Norton accepted it with a shrug. "First off, kid, dress in something dark, and wear a hat that covers your eyes as much as possible. Stick to dark places for robbery."

"If that's all you've got to offer, mister, you can shove it you-know-where."

"I've just started."

A new selection was being played. Sudden hot wind distended Norton's shirt. He didn't seem aware of danger, standing with hands in his pockets and feet spread wide. His eyes were fastened to the front, but every so often he would sweep a look to his right.

"Don't carry a gun," he said. "Guns are dangerous and they go off and get a guy in big trouble. That's important to remember. Put something square and bulky and harmless in your jacket pocket, instead. Keep it where the bulge shows. Don't use a toy gun, either."

A couple passed by arm-in-arm. The music was stronger now, the tempo picking up.

"And don't mention a stickup," Norton added. "Say something like, 'I sure wish I had the money in your pocket.' Don't let yourself say directly that you're making a threat, but keep your hand in your pocket, and make sure the sucker can see that bulge."

"That's crazy!" the kid snapped. "And suppose the Honest John tries to jump me? You talked about it, somebody else might do it."

"You can't prevent a foolish guy from doing something," Norton answered. "If he's going to jump you, there's no help for it. Usually, though, Honest John is so anxious to see the last of you, he kicks in without a word."

Norton glanced at an attractive girl as her footsteps pattered out of the ring of benches and past the light-edge thrown by the nearest lamp.

"In case you get a girl's rings in a job, or other stuff, you'll need a fence. Try Jimmy Idaho in Muldoon Street. He gives you the most you can expect out of a fence."

"Any more you want to say, buddy? Time's running out."

"The big thing is that you've got to be learning all the time," Norton said, "and always on the lookout for the main chance. For instance, learn about jewelry and what's valuable and what isn't. Reason is that you can fence it for more money if you know what's going on." A pause. "That's all."

"I ought to take the leather away, anyhow, just to show you not to fool aroynd with me." The kid ran a thin hand over his hair. "But I won't. I play fair."

Norton nodded. He wasn't relieved, only a little more angry that his fate should have turned on the whims of a kid. He tried to discount the impulse to turn fiercely on the boy and slap him down, then take away his gun.

"I want to do a job, tonight," the kid said. "Who do you think is a likely prospect?"

IT was familiar enough to Norton, what was happening, but he felt himself growing older even as he listened. There had been a time when he had been the boy's age, but he couldn't remember a day of it.

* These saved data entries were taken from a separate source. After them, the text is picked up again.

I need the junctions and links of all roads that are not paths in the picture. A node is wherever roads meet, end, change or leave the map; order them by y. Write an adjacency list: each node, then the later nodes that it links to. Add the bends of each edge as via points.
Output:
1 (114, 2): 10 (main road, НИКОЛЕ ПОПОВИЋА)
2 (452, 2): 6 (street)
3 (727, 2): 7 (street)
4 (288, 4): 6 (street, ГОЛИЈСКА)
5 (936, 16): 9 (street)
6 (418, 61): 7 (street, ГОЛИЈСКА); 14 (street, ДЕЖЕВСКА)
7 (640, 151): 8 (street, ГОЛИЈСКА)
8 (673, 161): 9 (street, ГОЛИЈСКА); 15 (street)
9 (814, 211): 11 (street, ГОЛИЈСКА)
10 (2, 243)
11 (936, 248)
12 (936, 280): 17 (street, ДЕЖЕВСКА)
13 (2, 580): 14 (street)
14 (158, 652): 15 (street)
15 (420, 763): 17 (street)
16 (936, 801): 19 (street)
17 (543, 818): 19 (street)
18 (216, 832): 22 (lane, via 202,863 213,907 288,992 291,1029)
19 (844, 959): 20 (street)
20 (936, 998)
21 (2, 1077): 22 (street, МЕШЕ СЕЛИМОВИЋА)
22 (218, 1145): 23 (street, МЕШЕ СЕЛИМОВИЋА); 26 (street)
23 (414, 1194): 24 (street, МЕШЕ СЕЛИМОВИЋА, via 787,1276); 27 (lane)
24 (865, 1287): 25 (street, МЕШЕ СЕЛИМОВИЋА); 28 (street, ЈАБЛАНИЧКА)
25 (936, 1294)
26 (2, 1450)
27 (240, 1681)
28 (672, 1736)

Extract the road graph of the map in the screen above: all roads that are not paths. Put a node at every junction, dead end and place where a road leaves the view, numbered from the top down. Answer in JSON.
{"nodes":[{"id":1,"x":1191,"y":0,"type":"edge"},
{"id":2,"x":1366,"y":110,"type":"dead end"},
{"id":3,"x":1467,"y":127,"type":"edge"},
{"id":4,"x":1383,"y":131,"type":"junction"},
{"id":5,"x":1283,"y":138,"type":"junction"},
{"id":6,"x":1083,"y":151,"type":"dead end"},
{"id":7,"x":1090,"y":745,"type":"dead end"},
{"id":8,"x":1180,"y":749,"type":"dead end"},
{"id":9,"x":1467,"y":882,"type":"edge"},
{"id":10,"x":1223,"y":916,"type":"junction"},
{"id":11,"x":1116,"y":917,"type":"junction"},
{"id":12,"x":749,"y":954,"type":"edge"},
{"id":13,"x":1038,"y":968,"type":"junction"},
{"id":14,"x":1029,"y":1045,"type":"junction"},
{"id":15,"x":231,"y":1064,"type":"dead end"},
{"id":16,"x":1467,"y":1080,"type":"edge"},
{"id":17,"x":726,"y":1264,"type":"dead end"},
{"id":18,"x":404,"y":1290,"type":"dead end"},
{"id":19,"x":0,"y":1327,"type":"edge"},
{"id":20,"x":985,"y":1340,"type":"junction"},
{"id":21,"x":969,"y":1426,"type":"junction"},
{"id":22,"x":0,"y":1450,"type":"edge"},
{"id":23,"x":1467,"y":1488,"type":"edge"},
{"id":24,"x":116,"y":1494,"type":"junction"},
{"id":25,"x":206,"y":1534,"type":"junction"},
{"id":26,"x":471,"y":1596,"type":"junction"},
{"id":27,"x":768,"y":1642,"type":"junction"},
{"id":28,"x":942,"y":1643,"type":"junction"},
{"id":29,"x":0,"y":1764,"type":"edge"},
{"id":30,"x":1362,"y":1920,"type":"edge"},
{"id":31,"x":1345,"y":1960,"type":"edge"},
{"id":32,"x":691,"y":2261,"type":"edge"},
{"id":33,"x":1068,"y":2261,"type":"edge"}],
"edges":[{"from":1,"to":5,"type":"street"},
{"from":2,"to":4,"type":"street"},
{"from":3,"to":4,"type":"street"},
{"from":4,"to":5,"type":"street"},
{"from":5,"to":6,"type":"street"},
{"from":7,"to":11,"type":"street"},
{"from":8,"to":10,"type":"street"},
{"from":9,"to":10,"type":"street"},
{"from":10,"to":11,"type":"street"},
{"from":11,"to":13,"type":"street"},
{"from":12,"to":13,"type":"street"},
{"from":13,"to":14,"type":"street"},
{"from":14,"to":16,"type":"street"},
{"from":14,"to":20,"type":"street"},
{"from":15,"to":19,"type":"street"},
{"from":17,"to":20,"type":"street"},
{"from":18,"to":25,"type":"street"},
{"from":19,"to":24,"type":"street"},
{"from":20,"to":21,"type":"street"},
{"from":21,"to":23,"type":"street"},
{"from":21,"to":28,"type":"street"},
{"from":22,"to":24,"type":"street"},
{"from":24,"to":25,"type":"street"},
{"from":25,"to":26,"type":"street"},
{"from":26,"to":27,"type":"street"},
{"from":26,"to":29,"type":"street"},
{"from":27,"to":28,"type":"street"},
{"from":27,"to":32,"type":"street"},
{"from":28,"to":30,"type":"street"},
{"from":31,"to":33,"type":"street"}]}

"How does that guy strike you?" Norton pointed to a prosperous looking man in a dark suit, a bowler hat on his lap. A band gleamed in his vest, probably the extension of a pocket watch. "I don't think you'd have any trouble with him. One look and he'd give you the money."

The boy sneered at the man in the distance. "Got Honest John written all over him."

It was Norton's thought almost exactly, so closely phrased that it jarred on him. A mind-reader might have taken the boy to be his son, their thoughts were so close together.

When the kid took a step towards the bench where the honest john was sitting, Norton saw that the kid's eyes were almond-shaped, but he wasn't of Chinese origin; his hair was blond. His face was pimpled, which Norton hadn't noticed before, either, and that, too, irritated him.

The honest john was sitting some 50 yards off, tapping the bowler hat in time to the military music. The hat whipped up and down at increasing speed as the music's tempo became faster.

"Okay," the kid said, satisfied. "Mr. Honest John has got a few things to learn."

"The gun."

The kid turned, smiling. "I suppose you want it for yourself."

"I don't give a damn," Norton said very quickly, "but you'd be a lot better off to remember what I told you. The least you can do is not to wave it in his face. Everybody around him will know what's happening."

"Yeh, I remember. You told me. Crooks have got to be sharp, skillful." He looked down at himself. "I ought to be wearing dark clothes. I know it now, but I want to pull a job tonight."

The kid looked from Norton to the older man. Norton wiped his lips with the back of a palm.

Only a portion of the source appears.